だとすると、回帰直前、セレナが鐘塔にいるのは充分に可能で、彼女が回帰の記憶をもっていたのもそのためだと考えられる。
「私は、卒業パーティの開始時間ぐらいから、ずっと鐘塔の外回廊にいました。イースラン様とフェンリルは地下牢で血液検査をしていたのですよね」
「ええ。もし、セレナが卒業パーティを抜け出し鐘塔内に入ったとしても、俺たちが気づくのは難しいでしょう」
イースランがポケットから懐中時計を出して、時間を確かめる。
時間は七時四十分だ。
「ここから鐘塔まで、俺の足でも走って十五分かかります。フィオラは……」
「無理です。私は間に合いません」
「なら、俺だけでも行ってきます。そして未来……というか過去でもう一度、フィオラと出会います」
イースランがぎゅっとフィオラを抱きしめた。
その言葉は、泣きたくなるほど嬉しい。
きっと、イースランはもう一度フィオラに恋をし、口説くだろう。
だけれど、フィオラの気持ちは?
今、胸に感じる恋慕の情は、この瞬間にだけ存在するものだ。
沢山の時間をイースランと過ごし、軽口を叩きあい、心を通わせ辿り着いたこの想いは唯一無二のもので、たとえ再びイースランを好きになっても、同じではない。
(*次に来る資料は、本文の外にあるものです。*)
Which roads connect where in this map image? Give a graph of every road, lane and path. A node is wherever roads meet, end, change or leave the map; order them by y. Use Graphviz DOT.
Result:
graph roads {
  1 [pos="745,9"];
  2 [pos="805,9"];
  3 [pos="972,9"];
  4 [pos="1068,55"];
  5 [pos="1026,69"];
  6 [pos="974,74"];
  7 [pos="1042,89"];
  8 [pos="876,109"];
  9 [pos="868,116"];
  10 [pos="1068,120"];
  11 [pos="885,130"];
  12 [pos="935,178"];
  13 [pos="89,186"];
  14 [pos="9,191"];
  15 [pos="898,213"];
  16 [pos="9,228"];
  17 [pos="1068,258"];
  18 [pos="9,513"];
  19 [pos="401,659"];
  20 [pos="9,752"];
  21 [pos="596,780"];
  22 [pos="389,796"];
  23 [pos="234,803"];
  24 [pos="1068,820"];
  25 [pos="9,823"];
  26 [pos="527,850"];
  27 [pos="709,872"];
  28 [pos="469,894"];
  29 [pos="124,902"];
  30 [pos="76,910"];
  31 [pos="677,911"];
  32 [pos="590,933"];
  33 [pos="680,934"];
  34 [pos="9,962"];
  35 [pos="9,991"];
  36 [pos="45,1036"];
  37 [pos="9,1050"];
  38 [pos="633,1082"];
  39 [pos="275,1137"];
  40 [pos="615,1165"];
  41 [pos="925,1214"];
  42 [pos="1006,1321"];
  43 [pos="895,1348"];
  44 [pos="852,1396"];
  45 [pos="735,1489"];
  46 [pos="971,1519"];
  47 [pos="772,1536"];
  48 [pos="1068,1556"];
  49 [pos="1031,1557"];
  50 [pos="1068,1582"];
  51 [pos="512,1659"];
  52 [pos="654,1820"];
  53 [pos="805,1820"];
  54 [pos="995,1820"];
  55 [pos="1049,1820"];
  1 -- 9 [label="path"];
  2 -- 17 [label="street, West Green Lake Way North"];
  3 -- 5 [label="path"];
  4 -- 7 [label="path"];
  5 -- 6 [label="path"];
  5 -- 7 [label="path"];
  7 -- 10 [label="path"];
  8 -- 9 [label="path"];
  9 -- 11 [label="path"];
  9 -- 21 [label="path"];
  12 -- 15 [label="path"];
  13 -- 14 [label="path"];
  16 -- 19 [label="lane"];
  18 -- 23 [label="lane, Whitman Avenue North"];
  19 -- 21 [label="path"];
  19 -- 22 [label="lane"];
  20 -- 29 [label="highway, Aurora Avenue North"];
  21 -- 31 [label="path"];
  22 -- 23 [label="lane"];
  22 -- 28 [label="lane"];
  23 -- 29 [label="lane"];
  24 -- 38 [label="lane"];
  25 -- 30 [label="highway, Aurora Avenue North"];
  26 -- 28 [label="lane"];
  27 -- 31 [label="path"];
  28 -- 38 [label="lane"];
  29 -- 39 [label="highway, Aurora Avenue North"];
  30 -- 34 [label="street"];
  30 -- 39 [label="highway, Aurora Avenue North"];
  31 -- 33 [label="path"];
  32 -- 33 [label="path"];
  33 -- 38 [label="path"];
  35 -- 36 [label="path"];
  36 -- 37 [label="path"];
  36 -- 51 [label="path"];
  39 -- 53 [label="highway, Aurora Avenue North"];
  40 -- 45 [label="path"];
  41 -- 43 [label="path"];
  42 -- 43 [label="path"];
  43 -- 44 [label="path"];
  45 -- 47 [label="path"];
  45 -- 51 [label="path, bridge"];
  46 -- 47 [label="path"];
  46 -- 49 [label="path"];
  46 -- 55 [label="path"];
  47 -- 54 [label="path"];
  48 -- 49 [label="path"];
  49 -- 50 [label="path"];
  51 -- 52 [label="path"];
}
「いやです。私は今の気持ちを大事にしたい。イースラン様を慕うこの想いを消したくありません。好きなんです」
全身から声を震わせる。
イースランは腕を緩ませ、自身の胸に押し付けていたフィオラの顔をそっと離した。
「やっと、言ってくれた」
青い瞳が近づき、額が触れあう。
頬に長い指が触れられ、それが唇の輪郭をなぞった。
そのままイースランが顔の角度を変え……
「おーい。フェンリルの食事が終わったぞ!」
と、そのとき、クロセットの声が背後からした。
ふたりは慌ててパッと離れるも、再び視線を交わせる。
「フェンリル!」
「その手があったか!」
お互い手のひらを相手に向け、パチンと合わせる。
フェンリルなら、鐘塔まで一瞬だ。充分間に合うし、鐘塔にいるであろうセレナを問い詰める時間もある。
「おっとすまない、取り込み中だったか」
クロセットが踵を返し、続きをどうぞとばかりに背中越しに手を振って立ち去ろうとする。その肩をふたりはがしりと掴んで、声を揃えた。
「「お願いがあります」」
これはゲームだからリセット=登場人物全員が冒頭に戻る、というのがしっくりくると思うんです。